When the communication apparatus 60 is the terminal or the network device, the processing unit 601 may be a processor or a controller, and the communication unit 602 may be a communication interface, a transceiver, a transceiver circuit, a transceiver apparatus, or the like. The communication interface is a generic term, and may include one or more interfaces. The storage unit 603 may be a memory. When the communication apparatus 60 is a chip in the terminal or the network device, the processing unit 601 may be a processor or a controller, and the communication unit 602 may be an input/output interface, a pin, a circuit, or the like. The storage unit 603 may be a storage unit (for example, a register or a cache) in the chip, or may be a storage unit (for example, a read-only memory or a random access memory) that is in the terminal or the network device and that is located outside the chip.

The communication unit may also be referred to as a transceiver unit. An antenna having receiving and sending functions and a control circuit that are in the communication apparatus 60 may be considered as the communication unit 602 in the communication apparatus 60, and a processor having a processing function may be considered as the processing unit 601 in the communication apparatus 60. Optionally, a component configured to implement a receiving function in the communication unit 602 may be considered as a receiving unit. The receiving unit is configured to perform the receiving step in the embodiments of this application. The receiving unit may be a receiver, a receiver circuit, or the like. A component configured to implement a sending function in the communication unit 602 may be considered as a sending unit. The sending unit is configured to perform the sending step in the embodiments of this application. The sending unit may be a transmitter, a sending circuit, or the like.

When an integrated unit in FIG. 6 is implemented in a form of a software functional module and sold or used as an independent product, the integrated unit may be stored in a computer-readable storage medium. Based on such an understanding, the technical solutions in the embodiments of this application essentially, or the part contributing to the prior art, or all or some of the technical solutions may be implemented in a form of a software product.
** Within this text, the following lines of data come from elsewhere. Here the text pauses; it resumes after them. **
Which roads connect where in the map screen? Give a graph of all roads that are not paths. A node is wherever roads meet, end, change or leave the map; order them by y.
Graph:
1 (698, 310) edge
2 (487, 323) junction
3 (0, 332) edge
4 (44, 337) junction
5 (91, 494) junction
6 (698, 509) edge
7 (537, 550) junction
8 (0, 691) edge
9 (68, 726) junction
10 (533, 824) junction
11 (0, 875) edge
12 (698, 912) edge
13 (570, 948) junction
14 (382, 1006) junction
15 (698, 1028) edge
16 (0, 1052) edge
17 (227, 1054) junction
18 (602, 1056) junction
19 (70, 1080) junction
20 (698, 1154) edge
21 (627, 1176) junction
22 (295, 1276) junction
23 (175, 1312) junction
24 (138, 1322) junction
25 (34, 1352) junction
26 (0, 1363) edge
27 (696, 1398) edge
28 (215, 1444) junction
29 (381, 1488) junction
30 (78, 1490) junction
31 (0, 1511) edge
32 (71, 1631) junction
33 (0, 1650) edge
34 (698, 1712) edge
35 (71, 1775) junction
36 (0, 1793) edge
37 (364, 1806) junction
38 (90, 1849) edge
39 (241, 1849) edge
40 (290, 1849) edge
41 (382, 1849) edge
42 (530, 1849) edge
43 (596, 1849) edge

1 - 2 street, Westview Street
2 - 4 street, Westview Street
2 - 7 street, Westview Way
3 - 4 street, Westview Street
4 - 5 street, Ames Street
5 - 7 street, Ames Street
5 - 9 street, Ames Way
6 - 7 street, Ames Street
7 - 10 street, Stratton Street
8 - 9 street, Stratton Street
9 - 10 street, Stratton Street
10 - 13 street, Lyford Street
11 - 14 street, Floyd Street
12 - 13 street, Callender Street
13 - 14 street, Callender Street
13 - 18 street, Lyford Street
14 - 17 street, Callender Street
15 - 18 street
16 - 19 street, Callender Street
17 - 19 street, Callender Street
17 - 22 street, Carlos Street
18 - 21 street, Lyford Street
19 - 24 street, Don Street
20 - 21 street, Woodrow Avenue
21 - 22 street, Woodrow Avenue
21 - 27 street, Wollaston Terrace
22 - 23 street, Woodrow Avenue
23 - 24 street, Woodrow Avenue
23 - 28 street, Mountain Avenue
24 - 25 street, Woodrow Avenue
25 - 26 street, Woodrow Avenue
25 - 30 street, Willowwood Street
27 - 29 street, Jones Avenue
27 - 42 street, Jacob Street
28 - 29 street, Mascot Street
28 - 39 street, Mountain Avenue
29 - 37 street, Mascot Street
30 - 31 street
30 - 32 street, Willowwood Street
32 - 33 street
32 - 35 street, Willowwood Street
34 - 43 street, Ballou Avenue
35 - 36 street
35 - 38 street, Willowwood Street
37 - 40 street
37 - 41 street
The computer software product is stored in a storage medium and includes several instructions for instructing a computer device (which may be a personal computer, a server, or a network device) or a processor (processor) to perform all or some of the steps of the methods described in the embodiments of this application. The storage medium that stores the computer software product includes any medium that can store program code, for example, a USB flash drive, a removable hard disk, a read-only memory (read-only memory, ROM for short), a random access memory (random access memory, RAM for short), a magnetic disk, or an optical disc.

The unit in FIG. 6 may alternatively be referred to as a module. For example, the processing unit may be referred to as a processing module.

An embodiment of this application further provides a schematic structural diagram of hardware of a communication apparatus (denoted as a communication apparatus 70). Refer to FIG. 7 or FIG. 8. The communication apparatus 70 includes a processor 701, and optionally, further includes a memory 702 connected to the processor 701.

The processor 701 may be a general-purpose central processing unit (central processing unit, CPU for short), a microprocessor, an application-specific integrated circuit (application-specific integrated circuit, ASIC for short), or one or more integrated circuits configured to control program execution in the solutions in this application. The processor 701 may alternatively include a plurality of CPUs, and the processor 701 may be a single-core (single-CPU) processor or a multi-core (multi-CPU) processor. The processor herein may be one or more devices, circuits, or processing cores for processing data (for example, computer program instructions).

The memory 702 may be a ROM or another type of static storage device that can store static information and instructions, or a RAM or another type of dynamic storage device that can store information and instructions, or may be an electrically erasable programmable read-only memory (electrically erasable programmable read-only memory, EEPROM for short), a compact disc read-only memory (compact disc read-only memory, CD-ROM for short) or another compact disc storage, an optical disc storage (including a compact disc, a laser disc, an optical disc, a digital versatile disc, a Blu-ray disc, or the like), a magnetic disk storage medium or another magnetic storage device, or any other medium that can be used to carry or store expected program code in a form of instructions or a data structure and that can be accessed by a computer. However, this is not limited in this embodiment of this application. The memory 702 may exist independently, or may be integrated with the processor 701. The memory 702 may include computer program code. The processor 701 is configured to execute the computer program code stored in the memory 702, to implement the method provided in the embodiments of this application.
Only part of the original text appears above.